Since the survey results were collected, some crosswalks may have been updated (e.g DCAT to Schema.
org alignment) and some schemas (including Schema.org) may have been revised with additional properties.
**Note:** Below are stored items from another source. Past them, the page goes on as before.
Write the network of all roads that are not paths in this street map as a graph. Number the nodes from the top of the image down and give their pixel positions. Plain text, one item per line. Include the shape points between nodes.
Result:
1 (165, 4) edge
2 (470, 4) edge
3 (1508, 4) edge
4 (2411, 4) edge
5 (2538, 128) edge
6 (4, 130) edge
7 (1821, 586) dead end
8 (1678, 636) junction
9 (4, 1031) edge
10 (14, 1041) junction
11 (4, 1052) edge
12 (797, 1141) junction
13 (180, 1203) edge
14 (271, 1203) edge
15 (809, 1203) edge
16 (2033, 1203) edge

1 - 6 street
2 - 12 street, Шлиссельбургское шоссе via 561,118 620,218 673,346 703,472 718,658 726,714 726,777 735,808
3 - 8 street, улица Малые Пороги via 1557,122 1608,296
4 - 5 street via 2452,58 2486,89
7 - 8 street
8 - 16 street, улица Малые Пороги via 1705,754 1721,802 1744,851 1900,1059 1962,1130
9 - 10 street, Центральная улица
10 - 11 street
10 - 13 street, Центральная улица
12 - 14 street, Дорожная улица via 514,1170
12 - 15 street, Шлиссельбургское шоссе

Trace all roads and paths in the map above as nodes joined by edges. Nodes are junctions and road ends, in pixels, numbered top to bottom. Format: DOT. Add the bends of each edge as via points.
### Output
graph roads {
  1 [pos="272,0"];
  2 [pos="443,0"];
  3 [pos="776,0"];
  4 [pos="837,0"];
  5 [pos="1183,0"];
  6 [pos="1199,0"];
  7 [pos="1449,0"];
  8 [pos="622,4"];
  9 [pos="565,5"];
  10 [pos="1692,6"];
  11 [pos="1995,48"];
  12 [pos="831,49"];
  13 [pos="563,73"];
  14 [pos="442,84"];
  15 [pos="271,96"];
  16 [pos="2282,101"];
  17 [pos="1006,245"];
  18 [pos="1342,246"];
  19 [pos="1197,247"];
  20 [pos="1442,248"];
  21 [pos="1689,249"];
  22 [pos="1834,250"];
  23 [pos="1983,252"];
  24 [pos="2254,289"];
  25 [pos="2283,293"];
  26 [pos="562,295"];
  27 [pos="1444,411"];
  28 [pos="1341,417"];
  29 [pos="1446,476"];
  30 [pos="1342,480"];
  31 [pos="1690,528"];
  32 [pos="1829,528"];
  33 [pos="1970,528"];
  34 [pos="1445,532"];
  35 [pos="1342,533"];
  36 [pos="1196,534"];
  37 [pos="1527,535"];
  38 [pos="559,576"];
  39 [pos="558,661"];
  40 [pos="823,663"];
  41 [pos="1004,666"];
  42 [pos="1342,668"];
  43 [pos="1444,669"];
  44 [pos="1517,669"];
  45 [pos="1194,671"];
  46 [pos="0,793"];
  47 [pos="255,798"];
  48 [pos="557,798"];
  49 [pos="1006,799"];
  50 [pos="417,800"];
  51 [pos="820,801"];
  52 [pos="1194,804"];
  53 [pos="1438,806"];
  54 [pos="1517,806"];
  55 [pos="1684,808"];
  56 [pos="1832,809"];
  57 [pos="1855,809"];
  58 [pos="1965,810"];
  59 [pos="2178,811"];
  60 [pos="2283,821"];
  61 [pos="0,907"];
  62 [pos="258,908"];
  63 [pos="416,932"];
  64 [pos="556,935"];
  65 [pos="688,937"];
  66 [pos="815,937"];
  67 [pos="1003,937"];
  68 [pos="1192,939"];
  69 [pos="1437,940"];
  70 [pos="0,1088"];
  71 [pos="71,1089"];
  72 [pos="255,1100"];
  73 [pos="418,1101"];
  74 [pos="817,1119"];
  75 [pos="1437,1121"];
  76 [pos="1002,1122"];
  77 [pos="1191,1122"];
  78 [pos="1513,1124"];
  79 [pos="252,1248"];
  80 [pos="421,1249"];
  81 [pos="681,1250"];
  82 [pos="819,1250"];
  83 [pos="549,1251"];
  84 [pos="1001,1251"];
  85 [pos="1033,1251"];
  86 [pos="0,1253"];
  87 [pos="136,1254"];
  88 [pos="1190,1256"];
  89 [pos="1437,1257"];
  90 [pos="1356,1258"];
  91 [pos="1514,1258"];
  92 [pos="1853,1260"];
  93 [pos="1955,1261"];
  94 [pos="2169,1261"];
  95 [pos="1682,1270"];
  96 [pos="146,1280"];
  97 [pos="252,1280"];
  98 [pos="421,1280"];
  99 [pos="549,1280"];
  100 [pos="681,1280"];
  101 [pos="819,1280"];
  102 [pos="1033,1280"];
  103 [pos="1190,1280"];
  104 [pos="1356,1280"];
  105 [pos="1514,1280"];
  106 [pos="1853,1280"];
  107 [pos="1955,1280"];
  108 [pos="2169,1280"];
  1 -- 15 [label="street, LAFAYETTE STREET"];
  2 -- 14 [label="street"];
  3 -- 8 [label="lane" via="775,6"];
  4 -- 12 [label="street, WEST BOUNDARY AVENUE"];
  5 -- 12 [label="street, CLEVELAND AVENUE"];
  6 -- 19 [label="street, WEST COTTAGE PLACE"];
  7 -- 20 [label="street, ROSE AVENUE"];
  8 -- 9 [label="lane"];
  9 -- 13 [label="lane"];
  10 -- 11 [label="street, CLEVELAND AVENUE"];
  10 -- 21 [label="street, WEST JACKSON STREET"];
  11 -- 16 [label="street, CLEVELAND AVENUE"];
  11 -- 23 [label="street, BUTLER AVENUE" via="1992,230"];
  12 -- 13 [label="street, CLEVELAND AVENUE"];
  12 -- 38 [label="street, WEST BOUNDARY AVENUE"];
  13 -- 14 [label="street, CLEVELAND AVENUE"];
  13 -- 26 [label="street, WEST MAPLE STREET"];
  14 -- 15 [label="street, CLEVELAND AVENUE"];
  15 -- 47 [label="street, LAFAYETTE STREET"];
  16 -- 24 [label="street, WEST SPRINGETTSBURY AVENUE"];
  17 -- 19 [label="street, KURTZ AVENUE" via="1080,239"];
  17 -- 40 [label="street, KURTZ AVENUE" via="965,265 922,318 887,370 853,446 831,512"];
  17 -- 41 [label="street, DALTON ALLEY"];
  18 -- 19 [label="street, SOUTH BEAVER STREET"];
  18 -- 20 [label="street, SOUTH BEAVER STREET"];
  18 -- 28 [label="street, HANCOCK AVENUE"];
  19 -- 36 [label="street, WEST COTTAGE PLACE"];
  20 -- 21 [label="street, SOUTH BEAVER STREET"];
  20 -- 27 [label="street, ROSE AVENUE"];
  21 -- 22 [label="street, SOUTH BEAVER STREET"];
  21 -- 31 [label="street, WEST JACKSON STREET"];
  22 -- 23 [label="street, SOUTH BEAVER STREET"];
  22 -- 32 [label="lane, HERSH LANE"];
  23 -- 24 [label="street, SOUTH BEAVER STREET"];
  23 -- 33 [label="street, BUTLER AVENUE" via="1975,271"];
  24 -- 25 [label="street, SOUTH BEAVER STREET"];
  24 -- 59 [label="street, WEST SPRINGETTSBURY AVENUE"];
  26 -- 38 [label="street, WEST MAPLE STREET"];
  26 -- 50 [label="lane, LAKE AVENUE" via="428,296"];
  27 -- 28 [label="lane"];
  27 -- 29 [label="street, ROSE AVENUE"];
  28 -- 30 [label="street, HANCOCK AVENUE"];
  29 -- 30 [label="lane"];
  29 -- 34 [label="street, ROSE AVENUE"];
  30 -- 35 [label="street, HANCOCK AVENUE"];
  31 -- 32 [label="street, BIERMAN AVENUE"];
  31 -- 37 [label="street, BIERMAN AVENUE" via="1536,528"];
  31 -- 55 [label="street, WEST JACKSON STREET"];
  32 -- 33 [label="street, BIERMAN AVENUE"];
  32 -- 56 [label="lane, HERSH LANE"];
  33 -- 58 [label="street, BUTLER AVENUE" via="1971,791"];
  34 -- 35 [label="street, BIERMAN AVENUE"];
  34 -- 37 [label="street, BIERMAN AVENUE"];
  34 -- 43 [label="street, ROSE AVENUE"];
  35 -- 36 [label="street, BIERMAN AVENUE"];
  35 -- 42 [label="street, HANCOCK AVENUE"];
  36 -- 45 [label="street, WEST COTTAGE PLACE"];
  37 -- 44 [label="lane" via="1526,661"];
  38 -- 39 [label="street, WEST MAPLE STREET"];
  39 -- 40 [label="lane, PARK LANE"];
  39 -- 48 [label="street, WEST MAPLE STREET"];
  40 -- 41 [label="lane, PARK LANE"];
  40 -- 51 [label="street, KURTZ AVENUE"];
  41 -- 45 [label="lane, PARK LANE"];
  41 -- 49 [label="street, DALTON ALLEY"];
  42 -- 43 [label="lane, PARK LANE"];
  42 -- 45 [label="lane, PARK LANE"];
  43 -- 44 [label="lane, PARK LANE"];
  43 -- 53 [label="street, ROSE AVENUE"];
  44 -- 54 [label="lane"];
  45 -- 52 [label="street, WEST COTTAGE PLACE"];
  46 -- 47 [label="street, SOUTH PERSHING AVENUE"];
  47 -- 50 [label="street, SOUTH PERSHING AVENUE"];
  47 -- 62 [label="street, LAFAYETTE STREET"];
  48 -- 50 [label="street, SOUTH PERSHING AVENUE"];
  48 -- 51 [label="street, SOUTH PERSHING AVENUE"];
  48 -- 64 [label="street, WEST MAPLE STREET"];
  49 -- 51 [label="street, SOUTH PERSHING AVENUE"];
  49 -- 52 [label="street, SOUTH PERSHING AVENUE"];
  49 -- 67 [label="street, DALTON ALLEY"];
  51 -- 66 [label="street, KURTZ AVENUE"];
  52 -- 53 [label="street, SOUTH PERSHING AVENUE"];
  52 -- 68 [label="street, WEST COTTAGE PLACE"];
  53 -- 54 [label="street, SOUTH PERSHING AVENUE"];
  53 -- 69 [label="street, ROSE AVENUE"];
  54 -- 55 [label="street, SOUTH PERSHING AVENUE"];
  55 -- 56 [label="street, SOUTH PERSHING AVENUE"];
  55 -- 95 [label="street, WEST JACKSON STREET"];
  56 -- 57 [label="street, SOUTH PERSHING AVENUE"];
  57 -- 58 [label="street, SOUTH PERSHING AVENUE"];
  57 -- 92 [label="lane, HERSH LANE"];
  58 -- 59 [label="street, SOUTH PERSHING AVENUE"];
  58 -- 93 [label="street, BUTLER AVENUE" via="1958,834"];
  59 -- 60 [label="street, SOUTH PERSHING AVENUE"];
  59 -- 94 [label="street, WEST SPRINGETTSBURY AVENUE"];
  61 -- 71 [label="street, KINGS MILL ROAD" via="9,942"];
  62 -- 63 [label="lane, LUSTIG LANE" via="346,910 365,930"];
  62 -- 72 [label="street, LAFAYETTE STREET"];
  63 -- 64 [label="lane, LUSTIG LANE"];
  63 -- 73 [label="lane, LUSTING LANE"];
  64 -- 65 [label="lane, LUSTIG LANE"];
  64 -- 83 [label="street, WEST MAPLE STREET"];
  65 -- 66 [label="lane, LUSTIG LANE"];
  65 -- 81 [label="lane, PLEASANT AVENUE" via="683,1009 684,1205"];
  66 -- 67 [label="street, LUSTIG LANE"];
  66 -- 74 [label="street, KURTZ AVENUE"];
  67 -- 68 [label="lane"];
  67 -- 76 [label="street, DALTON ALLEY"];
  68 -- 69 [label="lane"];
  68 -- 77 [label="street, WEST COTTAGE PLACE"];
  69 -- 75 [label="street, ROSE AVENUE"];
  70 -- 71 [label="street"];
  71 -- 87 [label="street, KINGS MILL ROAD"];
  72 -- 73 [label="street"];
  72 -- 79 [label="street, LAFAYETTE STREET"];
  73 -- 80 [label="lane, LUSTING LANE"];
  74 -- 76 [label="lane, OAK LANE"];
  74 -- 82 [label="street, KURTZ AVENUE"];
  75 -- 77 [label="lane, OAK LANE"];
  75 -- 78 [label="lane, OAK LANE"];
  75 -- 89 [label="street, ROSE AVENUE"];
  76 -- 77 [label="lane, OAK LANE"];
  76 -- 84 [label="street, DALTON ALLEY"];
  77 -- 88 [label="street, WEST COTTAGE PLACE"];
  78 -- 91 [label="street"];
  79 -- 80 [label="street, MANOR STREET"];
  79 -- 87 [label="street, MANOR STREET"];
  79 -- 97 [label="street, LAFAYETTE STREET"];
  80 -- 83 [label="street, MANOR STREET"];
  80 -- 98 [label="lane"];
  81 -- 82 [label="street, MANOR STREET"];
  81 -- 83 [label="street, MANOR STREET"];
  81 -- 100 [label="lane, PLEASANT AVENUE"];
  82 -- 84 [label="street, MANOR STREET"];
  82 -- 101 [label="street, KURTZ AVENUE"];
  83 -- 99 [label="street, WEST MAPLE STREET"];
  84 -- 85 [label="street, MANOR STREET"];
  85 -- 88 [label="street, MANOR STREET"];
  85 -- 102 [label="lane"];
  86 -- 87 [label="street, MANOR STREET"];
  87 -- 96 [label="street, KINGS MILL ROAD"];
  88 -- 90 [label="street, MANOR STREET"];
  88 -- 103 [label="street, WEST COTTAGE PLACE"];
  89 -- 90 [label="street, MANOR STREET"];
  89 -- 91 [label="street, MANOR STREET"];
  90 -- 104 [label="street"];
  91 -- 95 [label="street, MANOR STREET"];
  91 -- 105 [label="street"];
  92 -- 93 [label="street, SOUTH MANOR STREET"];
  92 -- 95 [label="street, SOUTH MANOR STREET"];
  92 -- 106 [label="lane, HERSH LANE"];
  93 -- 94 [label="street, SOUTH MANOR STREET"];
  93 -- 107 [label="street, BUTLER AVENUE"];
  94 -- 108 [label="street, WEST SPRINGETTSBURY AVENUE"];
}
In October 2021, the first author cross checked all crosswalks, as well as referencing publicly available
crosswalks. These included, Por ejemplo, ISO-19115 (from this W3C group24 and Habermann [13]), DCAT
alignment with Schema.org25, DataCite Schema to Dublin Core mapping26, the CodeMeta crosswalks27.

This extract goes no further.